Personal information
- Born: 27 February 1956 (age 70) Schwerin, East Germany
- Height: 1.60 m (5 ft 3 in)
- Weight: 50 kg (110 lb)

Sport
- Sport: Swimming
- Club: SC Dynamo Berlin

Medal record
Representing East Germany
Olympic Games
| Gold medal – first place | 1976 Montreal | 4×100 m medley |
| Bronze medal – third place | 1976 Montreal | 200 m butterfly |
World Championships
| Gold medal – first place | 1973 Belgrade | 200 m butterfly |
| Gold medal – first place | 1973 Belgrade | 4×100 m medley |
| Gold medal – first place | 1975 Cali | 200 m butterfly |
| Gold medal – first place | 1975 Cali | 4×100 m medley |
| Silver medal – second place | 1973 Belgrade | 100 m butterfly |
| Silver medal – second place | 1975 Cali | 100 m butterfly |
European Championships
| Gold medal – first place | 1974 Viena | 100 m butterfly |
| Gold medal – first place | 1974 Viena | 200 m butterfly |
| Gold medal – first place | 1974 Viena | 4×100 m medley |

= Rosemarie Gabriel =

East German swimmer

Rosemarie Gabriel ( Kother; born 27 February 1956) is a retired German swimmer.

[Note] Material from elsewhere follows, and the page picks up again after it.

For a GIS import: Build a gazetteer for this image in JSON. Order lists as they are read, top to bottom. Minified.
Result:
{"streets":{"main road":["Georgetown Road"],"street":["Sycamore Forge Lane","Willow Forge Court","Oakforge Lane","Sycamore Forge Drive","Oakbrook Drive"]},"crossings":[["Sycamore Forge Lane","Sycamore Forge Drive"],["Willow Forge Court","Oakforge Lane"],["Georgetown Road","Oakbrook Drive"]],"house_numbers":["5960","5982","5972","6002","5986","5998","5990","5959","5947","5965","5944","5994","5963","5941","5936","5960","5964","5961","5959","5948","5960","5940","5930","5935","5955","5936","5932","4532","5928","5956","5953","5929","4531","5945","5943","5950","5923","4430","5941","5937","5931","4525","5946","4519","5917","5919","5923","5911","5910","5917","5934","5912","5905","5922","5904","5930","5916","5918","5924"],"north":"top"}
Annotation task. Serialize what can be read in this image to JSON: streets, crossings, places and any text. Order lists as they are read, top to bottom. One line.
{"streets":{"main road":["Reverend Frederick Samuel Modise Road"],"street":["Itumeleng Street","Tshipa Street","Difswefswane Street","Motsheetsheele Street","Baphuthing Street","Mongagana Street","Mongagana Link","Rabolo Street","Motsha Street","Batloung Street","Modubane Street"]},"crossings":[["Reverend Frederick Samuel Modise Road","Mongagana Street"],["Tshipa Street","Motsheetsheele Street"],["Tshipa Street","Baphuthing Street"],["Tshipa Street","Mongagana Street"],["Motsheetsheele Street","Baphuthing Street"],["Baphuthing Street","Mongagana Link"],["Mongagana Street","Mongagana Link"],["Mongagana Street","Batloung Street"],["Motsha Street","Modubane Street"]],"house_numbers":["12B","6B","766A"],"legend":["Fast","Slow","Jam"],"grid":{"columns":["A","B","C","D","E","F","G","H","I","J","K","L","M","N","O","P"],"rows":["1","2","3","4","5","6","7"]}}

She competed at the 1972 and 1976 Summer Olympics in five events in total and won a gold medal in the 4 × 100 m medley relay in 1976, swimming for the East German team in a preliminary round. Individually, she won a bronze medal in the 200 m butterfly in 1976.

Between 1973 and 1975 she won seven gold and two silver medals in the 100 m and 200 m butterfly and 4 × 100 m medley relay at the world and European championships. She also set eleven world records:
- three in the 100 m butterfly (1974),
- five in the 200 m butterfly (1973, 1976),
- two in the 4 × 100 m medley relay (1973, 1974) and
- one in the 4 × 100 m freestyle relay (1976).

In 1986, she was inducted to the International Swimming Hall of Fame.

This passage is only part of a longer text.